With the support of this award, they will investigate a novel approach to BRCA genetic testing. People with hereditary gene mutations, like BRCA, have a significantly increased lifetime risk of breast and ovarian cancer, with estimates reaching 75% and 44%, respectively. When these mutations are identified through genetic testing, individuals can access lifesaving screening and preventative care. However, current eligibility for this testing is limited to those with a personal or strong family history of cancer. A new approach, known as Population-Based Testing (PBT), challenges this by offering genetic testing to all individuals, regardless of personal or family history. Canada’s current federally funded genetic testing model uses exclusive criteria, resulting in estimates of missing more than 95% of all carriers in a population. To overcome these challenges and realize the potential of PBT, Dr. Dawson’s team will investigate if a self-collected vaginal swab is a valid method for the detection of germline BRCA mutations. This approach is already familiar to many through 2023 launch of British Columbia’s cervical cancer screening program which uses at-home self-collection kits to detect HPV, offering promise as a scalable method for a PBT model. The study will address two main questions: (1) Can vaginal self-collected swabs yield sufficient DNA for germline BRCA testing? (2) Are vaginal self-collected swabs a valid method to identify people with and without BRCA mutations? If successful, this research could lay the foundation for a broader, population-wide approach to genetic testing and the potential integration of a unified program for assessing women’s cancer risk across British Columbia.
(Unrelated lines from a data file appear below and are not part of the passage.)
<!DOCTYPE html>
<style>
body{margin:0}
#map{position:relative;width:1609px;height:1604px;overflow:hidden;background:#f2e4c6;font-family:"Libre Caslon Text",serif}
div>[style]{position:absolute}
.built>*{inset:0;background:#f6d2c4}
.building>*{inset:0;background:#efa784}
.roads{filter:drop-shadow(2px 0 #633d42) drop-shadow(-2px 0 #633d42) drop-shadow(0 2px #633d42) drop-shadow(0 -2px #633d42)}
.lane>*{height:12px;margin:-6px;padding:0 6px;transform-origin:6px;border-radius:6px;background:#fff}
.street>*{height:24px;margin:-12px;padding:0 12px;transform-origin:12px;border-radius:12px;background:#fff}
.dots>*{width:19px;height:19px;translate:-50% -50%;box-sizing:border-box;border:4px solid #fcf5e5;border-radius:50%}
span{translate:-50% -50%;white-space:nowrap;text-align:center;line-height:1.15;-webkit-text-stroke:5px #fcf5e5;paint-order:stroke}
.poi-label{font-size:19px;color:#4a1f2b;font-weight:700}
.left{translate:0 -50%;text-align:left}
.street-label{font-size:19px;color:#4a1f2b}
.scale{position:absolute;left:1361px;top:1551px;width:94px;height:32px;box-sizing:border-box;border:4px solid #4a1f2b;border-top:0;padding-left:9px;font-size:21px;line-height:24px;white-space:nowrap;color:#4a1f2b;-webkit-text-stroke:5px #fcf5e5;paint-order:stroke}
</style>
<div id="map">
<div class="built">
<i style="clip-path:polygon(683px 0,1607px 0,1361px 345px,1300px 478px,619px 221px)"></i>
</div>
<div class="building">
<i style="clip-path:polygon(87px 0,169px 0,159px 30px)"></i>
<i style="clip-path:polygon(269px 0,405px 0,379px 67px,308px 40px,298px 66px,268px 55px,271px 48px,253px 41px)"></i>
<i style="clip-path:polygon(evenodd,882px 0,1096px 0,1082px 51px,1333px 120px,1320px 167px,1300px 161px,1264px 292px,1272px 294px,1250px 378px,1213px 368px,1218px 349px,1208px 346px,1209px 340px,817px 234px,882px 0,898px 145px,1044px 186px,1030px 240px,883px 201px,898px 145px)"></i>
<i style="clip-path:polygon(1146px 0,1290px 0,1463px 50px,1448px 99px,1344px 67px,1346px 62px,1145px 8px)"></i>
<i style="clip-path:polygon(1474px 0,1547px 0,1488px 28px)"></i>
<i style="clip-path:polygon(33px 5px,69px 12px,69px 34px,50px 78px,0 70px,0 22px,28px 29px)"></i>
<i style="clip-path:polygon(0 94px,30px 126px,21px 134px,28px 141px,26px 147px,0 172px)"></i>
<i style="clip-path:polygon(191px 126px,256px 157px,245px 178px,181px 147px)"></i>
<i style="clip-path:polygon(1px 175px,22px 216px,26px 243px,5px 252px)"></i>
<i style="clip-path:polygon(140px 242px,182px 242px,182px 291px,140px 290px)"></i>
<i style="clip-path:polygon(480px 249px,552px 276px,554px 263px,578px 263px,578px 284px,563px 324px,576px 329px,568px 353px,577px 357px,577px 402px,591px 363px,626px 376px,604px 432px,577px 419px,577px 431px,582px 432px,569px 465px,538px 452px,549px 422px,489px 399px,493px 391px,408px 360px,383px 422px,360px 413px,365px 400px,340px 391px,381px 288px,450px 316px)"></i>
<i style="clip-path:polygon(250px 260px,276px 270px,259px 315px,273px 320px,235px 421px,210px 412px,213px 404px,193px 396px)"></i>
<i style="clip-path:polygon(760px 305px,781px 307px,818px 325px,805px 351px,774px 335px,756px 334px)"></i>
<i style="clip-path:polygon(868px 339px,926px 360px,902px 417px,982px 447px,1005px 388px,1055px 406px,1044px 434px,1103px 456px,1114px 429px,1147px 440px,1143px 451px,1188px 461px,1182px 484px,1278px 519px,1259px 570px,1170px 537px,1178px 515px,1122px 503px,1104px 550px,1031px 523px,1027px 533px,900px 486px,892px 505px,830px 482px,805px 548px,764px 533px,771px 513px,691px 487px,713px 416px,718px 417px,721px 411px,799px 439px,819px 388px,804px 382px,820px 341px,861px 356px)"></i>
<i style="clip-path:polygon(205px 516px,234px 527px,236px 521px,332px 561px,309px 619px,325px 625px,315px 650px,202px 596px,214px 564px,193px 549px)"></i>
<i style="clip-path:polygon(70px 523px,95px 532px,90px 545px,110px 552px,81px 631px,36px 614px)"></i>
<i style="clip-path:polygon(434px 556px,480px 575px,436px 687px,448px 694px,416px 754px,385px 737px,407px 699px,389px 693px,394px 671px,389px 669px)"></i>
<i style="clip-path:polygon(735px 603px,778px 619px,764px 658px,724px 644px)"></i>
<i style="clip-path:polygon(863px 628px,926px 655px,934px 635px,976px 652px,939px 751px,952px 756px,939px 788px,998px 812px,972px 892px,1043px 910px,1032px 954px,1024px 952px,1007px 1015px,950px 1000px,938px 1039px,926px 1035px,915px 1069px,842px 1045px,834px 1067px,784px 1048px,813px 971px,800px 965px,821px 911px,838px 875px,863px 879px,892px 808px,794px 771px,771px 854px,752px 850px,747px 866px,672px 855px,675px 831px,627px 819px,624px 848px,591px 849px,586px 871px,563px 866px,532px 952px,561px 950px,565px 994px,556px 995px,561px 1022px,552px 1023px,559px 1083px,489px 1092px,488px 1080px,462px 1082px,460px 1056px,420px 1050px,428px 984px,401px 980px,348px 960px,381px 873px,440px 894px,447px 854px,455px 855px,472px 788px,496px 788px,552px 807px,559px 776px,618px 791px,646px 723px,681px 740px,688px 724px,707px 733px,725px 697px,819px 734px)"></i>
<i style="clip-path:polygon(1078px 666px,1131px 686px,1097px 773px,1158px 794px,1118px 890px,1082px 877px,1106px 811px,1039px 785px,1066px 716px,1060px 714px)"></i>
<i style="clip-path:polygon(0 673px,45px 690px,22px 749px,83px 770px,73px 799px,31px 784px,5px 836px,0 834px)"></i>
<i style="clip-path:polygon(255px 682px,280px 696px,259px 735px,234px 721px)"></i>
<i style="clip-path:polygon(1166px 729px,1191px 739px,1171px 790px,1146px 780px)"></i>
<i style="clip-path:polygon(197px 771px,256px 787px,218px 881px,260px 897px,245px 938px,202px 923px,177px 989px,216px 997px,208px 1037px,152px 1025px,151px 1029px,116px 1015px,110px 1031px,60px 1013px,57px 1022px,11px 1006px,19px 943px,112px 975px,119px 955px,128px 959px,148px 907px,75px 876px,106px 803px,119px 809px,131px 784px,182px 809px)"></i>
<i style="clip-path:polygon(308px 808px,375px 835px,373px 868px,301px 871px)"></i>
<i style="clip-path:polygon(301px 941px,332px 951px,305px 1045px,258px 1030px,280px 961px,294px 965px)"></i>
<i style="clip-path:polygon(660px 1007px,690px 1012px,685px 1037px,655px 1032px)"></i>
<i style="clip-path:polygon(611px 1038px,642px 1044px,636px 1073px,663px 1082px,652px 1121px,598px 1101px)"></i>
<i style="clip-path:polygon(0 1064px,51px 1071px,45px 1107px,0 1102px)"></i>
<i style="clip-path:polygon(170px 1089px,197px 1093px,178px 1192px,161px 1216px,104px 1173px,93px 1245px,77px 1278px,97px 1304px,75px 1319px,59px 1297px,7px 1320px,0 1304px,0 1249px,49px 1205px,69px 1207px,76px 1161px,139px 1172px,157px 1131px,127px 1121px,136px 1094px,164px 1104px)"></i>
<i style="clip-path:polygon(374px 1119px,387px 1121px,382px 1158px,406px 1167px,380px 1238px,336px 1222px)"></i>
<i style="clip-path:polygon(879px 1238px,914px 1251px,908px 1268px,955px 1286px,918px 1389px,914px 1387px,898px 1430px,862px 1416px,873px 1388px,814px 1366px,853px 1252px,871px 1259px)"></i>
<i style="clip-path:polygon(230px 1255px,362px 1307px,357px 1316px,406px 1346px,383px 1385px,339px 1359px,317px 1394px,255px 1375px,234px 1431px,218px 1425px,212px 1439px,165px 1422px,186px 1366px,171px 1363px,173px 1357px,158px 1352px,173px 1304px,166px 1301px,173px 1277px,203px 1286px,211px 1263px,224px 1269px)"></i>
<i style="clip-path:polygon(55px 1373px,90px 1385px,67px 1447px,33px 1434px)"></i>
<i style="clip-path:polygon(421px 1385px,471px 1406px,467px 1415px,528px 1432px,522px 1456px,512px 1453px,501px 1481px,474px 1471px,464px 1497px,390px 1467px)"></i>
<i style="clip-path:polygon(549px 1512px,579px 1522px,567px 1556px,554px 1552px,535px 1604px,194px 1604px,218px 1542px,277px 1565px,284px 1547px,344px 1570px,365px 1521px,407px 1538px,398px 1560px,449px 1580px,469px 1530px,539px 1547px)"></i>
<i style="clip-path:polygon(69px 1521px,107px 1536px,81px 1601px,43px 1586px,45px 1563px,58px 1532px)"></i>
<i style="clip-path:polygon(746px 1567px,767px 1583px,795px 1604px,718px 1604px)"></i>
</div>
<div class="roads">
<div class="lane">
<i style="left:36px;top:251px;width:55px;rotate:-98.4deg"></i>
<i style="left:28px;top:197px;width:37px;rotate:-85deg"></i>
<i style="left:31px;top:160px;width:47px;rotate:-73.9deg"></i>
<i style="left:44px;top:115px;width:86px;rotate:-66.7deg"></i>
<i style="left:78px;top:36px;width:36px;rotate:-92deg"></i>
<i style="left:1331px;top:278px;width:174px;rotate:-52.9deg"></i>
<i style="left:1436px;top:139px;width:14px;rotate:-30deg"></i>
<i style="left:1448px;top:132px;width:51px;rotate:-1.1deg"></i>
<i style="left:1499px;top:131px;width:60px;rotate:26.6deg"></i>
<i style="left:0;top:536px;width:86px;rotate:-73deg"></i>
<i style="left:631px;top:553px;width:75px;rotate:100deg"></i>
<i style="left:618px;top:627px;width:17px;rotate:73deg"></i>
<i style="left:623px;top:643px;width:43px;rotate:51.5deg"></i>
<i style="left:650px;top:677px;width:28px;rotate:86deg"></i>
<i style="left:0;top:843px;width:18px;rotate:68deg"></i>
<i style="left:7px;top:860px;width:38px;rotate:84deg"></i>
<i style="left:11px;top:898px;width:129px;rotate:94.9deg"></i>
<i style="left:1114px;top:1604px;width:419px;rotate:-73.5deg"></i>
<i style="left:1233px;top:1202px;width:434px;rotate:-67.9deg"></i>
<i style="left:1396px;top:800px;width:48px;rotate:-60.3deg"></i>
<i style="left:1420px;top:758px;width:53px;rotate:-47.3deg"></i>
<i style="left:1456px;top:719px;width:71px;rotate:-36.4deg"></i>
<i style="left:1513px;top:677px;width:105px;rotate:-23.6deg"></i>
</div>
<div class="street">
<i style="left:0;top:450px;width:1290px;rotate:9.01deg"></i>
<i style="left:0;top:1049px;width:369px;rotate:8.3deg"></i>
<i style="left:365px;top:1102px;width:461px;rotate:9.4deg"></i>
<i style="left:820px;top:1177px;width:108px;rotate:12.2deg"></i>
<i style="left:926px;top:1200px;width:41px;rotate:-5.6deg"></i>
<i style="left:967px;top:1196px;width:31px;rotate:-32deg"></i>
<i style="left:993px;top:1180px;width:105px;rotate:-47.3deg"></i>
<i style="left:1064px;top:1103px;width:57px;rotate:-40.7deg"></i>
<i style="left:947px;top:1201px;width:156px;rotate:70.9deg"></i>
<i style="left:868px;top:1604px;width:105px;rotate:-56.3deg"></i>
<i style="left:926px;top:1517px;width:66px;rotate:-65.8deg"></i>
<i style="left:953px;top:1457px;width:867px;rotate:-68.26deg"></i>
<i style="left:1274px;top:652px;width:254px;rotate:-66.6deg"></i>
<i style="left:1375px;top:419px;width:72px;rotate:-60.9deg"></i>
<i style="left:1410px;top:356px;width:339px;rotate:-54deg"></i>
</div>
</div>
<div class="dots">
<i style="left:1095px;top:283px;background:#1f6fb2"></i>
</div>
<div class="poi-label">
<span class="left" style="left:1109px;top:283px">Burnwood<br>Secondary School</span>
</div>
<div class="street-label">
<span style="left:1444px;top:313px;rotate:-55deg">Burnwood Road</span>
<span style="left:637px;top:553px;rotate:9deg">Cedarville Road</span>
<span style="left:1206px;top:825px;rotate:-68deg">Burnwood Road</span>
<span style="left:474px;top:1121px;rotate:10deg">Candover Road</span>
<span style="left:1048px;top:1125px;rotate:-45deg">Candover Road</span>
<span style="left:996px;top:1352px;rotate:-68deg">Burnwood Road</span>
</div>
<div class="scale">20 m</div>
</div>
Examination of ethnicity and ancestry within endometrial cancer molecular subtypes
The Carraresi Foundation Research Grant has been awarded to Dr. Dawn Cochrane for the application, “Examination of ethnicity and ancestry within endometrial cancer molecular subtypes.” Trainee Applicant: Dr. Allen Zhang. Co-applicants: Drs. David Huntsman, Amy Jamieson, and Jessica McAlpine
With the support of this award, they will investigate molecular subtypes of endometrial cancer across various ethnicities and ancestries. Endometrial cancer is the most common gynecologic cancer in North America, with increasing global incidence and mortality. Molecular features, or the presence or absence of specific proteins or mutations, are now commonly used to classify ECs into groups with different risks of disease recurrence and death. Clinically, these molecular features are used to guide treatment decisions, so that patients are neither over-treated or under- treated. There is increasing evidence that tumors in patients from different ethnic backgrounds have biological differences that can affect clinical outcomes and response to treatment. For example, in non-Hispanic Blacks, tumors are more likely to fall into the most aggressive category of tumors and clinical outcomes are worse for Black patients. Similarly, very limited studies have shown that Asian patients with endometrial cancer have poorer outcomes than White patients. Dr. Cochrane’s team will determine whether different molecular types of endometrial cancers are more prevalent in the most common ethnic minorities in British Columbia (East Asian, South Asian and Southeast Asian). They will also analyze genetic ancestry to get a more refined look at specific populations. These studies provide the framework and preliminary data needed to apply for larger grants to perform in depth characterization on tumors from ethnic minorities in order to understand biological differences compared to tumors from White patients. These studies will allow us to better treat the diverse endometrial cancer patients in British Columbia.